Census–designated place in Pondera County, Montana

Heart Butte (Blackfeet: Moskizipahpi-istaki / Moskitsipahpiistaki) is a census-designated place (CDP) in Pondera County, Montana, United States. As of the 2020 census, Heart Butte had a population of 621. The town is on the Blackfeet Indian Reservation.

The town takes its name from the small heart-shaped peak southwest of town.
==Geography==

According to the United States Census Bureau, the CDP has a total area of 4.5 sqmi, of which 4.5 sqmi is land and 0.04 sqmi (0.44%) is water.

==Demographics==

As of the census of 2000, there were 698 people, 164 households, and 142 families residing in the CDP. The population density was 154.9 PD/sqmi. There were 185 housing units at an average density of 41.1 /sqmi. The racial makeup of the town is 4.73% White, 0.14% African American, 93.70% Native American, 0.29% Asian, 0.00% Pacific Islander, 0.00% from other races, and 1.15% from two or more races. 1.15% of the population are Hispanic or Latino of any race.

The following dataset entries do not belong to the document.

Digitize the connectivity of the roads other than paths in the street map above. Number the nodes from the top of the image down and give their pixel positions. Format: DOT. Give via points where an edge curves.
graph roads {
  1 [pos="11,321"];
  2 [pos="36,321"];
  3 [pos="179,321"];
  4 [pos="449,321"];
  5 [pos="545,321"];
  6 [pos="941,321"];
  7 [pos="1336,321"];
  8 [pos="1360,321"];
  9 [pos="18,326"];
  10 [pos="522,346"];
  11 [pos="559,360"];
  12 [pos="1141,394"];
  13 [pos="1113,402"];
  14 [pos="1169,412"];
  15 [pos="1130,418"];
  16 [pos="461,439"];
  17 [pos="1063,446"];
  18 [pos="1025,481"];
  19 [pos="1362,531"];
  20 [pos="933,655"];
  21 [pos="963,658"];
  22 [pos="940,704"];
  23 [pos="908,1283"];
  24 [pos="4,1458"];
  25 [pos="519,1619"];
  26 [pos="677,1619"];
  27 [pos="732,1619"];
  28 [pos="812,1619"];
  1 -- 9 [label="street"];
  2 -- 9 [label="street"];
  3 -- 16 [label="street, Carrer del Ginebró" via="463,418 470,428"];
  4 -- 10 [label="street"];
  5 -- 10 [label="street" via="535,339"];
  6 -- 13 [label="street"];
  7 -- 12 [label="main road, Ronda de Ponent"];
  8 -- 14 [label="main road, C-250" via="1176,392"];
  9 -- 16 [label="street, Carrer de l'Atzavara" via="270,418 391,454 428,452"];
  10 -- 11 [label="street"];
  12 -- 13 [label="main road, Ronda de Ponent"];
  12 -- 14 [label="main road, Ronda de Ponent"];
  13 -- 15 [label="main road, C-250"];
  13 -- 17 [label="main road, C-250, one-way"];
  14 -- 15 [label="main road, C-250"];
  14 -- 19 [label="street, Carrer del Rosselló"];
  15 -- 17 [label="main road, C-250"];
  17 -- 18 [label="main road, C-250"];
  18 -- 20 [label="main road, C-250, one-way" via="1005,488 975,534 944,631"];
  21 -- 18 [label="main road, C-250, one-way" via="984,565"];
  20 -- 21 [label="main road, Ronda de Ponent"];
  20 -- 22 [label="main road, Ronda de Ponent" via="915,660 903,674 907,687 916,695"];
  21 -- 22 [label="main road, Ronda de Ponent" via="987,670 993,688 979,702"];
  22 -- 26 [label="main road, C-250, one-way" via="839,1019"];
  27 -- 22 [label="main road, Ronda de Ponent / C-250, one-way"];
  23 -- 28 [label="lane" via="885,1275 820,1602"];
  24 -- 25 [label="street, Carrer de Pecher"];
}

There were 164 households, out of which 59.1% had children under the age of 18 living with them, 53.7% were married couples living together, 26.2% had a female householder with no husband present, and 13.4% were non-families. 12.8% of all households were made up of individuals, and 3.0% had someone living alone who was 65 years of age or older. The average household size was 4.16 and the average family size was 4.56.

In the CDP, the population was spread out, with 44.1% under the age of 18, 9.9% from 18 to 24, 26.1% from 25 to 44, 15.6% from 45 to 64, and 4.3% who were 65 years of age or older. The median age was 21 years. For every 100 females, there were 94.4 males. For every 100 females age 18 and over, there were 96.0 males.

The median income for a household in the CDP was $20,885, and the median income for a family was $20,990. Males had a median income of $24,375 versus $20,000 for females. The per capita income for the CDP was $6,845. About 42.0% of families and 44.7% of the population were below the poverty line, including 50.7% of those under age 18 and 57.7% of those age 65 or over.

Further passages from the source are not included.